EXERCISE GOAL — Please reproduce, exactly as given, the lines running from the start of the data to the line containing "position:absolute; left:24px; top:1150px;", inclusive, and omit the pictures.

EXERCISE INPUTS —
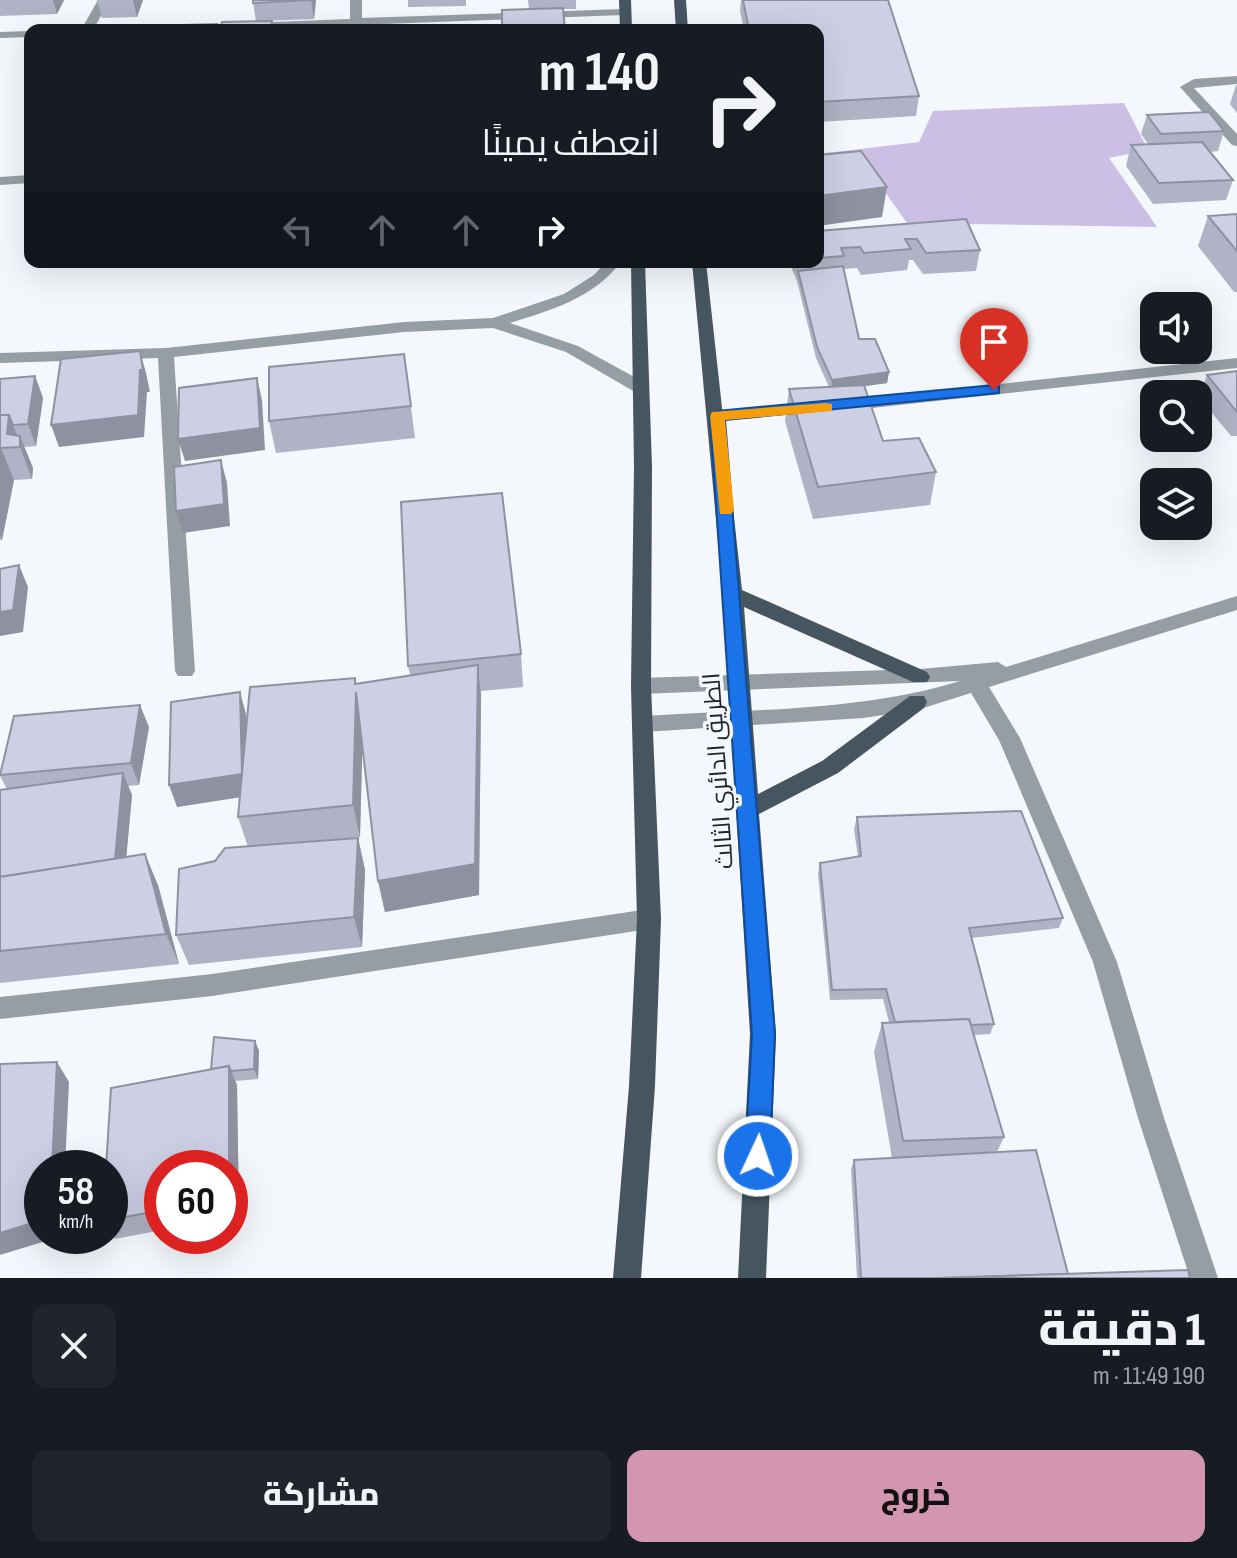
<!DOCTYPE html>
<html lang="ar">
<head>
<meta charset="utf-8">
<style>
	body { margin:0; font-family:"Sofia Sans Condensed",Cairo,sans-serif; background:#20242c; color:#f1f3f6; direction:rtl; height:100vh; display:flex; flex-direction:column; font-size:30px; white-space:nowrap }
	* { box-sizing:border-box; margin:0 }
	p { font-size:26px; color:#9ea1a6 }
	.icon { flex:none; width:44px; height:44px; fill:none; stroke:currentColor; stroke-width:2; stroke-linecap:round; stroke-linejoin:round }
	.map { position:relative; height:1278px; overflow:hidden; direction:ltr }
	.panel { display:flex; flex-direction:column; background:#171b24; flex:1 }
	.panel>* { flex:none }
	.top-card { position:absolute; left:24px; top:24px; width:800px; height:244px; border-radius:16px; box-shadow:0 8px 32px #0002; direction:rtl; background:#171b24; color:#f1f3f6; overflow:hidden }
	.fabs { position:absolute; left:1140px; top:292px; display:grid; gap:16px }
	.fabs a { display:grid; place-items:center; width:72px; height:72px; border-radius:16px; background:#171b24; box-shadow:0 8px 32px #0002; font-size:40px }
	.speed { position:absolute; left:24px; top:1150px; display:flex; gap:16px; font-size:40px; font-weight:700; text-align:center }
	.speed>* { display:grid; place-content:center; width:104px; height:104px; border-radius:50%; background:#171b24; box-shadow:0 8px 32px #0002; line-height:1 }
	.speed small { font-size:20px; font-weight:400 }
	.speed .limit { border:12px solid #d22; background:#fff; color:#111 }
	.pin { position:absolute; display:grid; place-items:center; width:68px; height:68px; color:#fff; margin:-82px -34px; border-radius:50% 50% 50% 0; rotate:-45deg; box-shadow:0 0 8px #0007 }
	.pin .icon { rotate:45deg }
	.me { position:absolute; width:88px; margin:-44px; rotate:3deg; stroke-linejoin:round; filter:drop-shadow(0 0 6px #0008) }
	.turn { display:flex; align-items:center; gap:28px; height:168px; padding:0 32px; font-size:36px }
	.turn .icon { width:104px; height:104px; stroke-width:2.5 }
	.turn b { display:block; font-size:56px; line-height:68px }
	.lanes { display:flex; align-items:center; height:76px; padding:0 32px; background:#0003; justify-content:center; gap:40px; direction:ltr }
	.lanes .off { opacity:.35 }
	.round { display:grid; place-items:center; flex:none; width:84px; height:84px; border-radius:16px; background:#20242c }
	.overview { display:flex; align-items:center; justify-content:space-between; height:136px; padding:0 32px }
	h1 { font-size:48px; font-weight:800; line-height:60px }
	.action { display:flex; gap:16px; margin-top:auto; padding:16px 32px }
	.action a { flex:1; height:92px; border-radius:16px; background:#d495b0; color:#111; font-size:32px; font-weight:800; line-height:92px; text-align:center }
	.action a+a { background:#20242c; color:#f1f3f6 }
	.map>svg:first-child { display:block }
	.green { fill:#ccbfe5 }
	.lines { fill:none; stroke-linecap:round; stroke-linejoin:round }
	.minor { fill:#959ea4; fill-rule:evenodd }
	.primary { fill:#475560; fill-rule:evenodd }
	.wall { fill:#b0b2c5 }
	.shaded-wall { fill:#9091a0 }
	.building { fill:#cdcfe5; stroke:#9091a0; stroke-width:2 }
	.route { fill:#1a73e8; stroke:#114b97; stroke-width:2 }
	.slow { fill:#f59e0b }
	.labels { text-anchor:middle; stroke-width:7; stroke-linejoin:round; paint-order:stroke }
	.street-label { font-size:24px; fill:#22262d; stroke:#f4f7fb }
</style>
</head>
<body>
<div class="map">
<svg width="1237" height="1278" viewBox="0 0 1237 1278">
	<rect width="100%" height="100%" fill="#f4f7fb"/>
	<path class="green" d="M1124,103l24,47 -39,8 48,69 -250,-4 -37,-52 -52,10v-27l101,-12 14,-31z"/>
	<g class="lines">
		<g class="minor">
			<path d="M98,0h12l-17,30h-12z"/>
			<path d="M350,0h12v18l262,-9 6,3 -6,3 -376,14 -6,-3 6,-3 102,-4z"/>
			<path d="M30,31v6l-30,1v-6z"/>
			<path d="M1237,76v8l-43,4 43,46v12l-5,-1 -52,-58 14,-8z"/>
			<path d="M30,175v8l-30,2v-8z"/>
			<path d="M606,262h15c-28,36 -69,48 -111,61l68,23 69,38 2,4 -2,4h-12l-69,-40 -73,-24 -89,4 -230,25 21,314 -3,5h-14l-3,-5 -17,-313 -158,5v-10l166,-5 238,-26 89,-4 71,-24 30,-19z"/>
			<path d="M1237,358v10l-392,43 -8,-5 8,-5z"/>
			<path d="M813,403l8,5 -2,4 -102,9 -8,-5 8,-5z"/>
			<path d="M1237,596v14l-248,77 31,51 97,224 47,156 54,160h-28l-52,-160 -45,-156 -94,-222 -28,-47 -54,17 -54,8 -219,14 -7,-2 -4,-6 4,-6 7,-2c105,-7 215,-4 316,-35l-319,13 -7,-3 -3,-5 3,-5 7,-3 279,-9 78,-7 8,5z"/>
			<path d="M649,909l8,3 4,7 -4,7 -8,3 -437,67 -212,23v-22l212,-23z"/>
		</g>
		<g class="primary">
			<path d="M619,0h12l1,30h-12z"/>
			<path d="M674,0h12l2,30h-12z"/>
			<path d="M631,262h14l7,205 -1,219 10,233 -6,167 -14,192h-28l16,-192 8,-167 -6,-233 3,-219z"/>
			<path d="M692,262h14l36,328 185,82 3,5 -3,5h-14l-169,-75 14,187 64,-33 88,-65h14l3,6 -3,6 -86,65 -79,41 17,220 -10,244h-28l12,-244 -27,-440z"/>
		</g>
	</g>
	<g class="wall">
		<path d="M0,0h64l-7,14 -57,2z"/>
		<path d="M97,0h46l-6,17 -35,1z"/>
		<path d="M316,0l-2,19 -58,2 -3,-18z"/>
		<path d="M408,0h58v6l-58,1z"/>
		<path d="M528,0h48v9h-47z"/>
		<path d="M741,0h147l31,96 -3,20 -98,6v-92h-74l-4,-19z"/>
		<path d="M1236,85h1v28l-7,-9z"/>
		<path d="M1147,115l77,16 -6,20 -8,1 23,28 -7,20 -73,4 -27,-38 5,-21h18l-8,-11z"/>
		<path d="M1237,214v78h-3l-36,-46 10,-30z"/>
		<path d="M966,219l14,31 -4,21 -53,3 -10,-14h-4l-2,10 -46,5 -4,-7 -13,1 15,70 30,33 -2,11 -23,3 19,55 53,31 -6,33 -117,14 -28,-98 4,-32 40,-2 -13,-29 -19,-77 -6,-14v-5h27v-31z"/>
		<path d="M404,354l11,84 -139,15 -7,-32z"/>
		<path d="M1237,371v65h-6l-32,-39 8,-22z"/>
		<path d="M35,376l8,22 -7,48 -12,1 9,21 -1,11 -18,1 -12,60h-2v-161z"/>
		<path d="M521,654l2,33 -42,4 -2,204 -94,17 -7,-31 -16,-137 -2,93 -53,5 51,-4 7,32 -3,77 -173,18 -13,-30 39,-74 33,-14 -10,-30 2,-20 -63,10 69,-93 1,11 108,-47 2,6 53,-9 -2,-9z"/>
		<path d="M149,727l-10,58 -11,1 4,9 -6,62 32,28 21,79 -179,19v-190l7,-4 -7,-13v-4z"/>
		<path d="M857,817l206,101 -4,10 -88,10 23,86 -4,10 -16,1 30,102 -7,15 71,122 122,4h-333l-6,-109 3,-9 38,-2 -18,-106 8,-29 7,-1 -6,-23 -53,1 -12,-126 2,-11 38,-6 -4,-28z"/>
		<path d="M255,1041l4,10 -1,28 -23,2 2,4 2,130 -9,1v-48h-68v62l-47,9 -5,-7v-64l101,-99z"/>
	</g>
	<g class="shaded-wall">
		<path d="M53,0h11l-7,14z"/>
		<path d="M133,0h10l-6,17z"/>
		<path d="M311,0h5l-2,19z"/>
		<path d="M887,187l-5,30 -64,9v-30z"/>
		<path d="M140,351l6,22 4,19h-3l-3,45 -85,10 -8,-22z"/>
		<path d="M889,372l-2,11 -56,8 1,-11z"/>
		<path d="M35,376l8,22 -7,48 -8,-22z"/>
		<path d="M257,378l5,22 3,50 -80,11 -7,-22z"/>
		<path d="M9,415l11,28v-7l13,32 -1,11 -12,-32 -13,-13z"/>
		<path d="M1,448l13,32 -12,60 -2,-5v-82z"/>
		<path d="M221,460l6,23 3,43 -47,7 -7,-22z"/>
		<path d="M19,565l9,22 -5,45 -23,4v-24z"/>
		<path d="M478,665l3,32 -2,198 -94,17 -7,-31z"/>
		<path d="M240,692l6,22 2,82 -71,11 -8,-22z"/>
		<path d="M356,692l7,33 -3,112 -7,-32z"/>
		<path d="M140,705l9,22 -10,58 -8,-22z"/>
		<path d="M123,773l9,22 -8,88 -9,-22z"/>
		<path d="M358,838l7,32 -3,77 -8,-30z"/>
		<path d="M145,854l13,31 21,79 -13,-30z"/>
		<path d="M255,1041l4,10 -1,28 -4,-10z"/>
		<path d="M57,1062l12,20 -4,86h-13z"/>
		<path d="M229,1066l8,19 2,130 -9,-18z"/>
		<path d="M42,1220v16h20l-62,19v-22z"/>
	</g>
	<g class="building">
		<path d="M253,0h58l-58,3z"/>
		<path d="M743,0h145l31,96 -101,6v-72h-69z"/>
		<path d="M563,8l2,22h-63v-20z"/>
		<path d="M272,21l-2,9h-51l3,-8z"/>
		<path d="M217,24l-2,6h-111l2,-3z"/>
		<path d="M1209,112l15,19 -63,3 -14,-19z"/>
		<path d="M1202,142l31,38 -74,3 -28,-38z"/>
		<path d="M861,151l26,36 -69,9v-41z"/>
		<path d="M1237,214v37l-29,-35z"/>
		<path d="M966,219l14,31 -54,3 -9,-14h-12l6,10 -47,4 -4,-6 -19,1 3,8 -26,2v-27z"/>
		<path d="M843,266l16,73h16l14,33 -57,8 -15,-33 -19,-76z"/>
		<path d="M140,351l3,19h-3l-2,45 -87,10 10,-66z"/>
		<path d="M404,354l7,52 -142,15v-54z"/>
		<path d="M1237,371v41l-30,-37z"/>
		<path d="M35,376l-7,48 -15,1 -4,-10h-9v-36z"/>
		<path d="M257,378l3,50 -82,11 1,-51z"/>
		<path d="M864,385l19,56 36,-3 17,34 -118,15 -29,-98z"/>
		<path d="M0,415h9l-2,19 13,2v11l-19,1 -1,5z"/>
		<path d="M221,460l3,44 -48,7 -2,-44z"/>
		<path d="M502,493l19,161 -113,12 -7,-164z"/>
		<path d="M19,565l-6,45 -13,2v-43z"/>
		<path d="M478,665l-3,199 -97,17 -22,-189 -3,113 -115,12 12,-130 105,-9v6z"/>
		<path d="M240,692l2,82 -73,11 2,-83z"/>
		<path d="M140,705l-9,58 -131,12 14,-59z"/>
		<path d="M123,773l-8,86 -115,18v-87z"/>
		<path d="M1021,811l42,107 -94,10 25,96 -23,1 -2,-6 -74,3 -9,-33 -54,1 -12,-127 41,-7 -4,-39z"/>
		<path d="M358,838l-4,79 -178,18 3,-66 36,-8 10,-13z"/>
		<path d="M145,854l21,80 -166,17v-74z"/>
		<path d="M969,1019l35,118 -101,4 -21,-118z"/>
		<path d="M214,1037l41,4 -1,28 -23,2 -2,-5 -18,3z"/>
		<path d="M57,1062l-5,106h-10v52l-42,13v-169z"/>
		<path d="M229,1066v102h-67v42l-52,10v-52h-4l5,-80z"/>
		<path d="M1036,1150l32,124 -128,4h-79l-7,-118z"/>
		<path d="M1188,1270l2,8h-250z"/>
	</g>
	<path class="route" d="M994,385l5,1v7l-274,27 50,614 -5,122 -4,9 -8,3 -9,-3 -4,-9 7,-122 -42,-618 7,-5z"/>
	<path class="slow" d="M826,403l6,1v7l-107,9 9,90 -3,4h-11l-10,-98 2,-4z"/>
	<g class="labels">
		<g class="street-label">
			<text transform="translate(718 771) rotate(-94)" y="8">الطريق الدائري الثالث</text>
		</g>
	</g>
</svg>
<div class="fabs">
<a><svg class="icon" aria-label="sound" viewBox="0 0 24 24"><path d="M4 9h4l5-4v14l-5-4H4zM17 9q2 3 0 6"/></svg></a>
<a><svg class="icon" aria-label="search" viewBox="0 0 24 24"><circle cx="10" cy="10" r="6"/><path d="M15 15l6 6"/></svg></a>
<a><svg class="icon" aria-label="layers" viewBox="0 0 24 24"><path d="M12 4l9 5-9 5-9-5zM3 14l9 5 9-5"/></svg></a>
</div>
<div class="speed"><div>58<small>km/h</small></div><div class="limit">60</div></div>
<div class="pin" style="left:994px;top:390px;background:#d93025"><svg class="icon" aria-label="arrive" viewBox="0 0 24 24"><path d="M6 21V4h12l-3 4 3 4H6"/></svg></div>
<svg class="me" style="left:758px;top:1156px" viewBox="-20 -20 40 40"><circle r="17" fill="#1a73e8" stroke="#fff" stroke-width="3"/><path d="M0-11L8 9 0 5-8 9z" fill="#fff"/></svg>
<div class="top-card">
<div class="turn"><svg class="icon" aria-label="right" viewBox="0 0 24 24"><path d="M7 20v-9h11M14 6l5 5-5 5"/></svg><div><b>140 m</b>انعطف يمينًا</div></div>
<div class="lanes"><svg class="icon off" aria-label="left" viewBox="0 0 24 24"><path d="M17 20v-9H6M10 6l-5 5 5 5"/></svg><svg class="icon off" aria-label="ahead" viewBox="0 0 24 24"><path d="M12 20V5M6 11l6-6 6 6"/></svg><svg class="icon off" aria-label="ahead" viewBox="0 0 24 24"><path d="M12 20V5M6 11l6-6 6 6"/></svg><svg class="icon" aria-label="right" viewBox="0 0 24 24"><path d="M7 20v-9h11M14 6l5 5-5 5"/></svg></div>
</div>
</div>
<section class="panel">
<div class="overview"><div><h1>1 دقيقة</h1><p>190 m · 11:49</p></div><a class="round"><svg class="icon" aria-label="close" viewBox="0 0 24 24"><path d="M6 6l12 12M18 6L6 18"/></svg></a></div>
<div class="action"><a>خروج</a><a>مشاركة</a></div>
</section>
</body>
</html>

YOUR SOLUTION —
<!DOCTYPE html>
<html lang="ar">
<head>
<meta charset="utf-8">
<style>
	body { margin:0; font-family:"Sofia Sans Condensed",Cairo,sans-serif; background:#20242c; color:#f1f3f6; direction:rtl; height:100vh; display:flex; flex-direction:column; font-size:30px; white-space:nowrap }
	* { box-sizing:border-box; margin:0 }
	p { font-size:26px; color:#9ea1a6 }
	.icon { flex:none; width:44px; height:44px; fill:none; stroke:currentColor; stroke-width:2; stroke-linecap:round; stroke-linejoin:round }
	.map { position:relative; height:1278px; overflow:hidden; direction:ltr }
	.panel { display:flex; flex-direction:column; background:#171b24; flex:1 }
	.panel>* { flex:none }
	.top-card { position:absolute; left:24px; top:24px; width:800px; height:244px; border-radius:16px; box-shadow:0 8px 32px #0002; direction:rtl; background:#171b24; color:#f1f3f6; overflow:hidden }
	.fabs { position:absolute; left:1140px; top:292px; display:grid; gap:16px }
	.fabs a { display:grid; place-items:center; width:72px; height:72px; border-radius:16px; background:#171b24; box-shadow:0 8px 32px #0002; font-size:40px }
	.speed { position:absolute; left:24px; top:1150px; display:flex; gap:16px; font-size:40px; font-weight:700; text-align:center }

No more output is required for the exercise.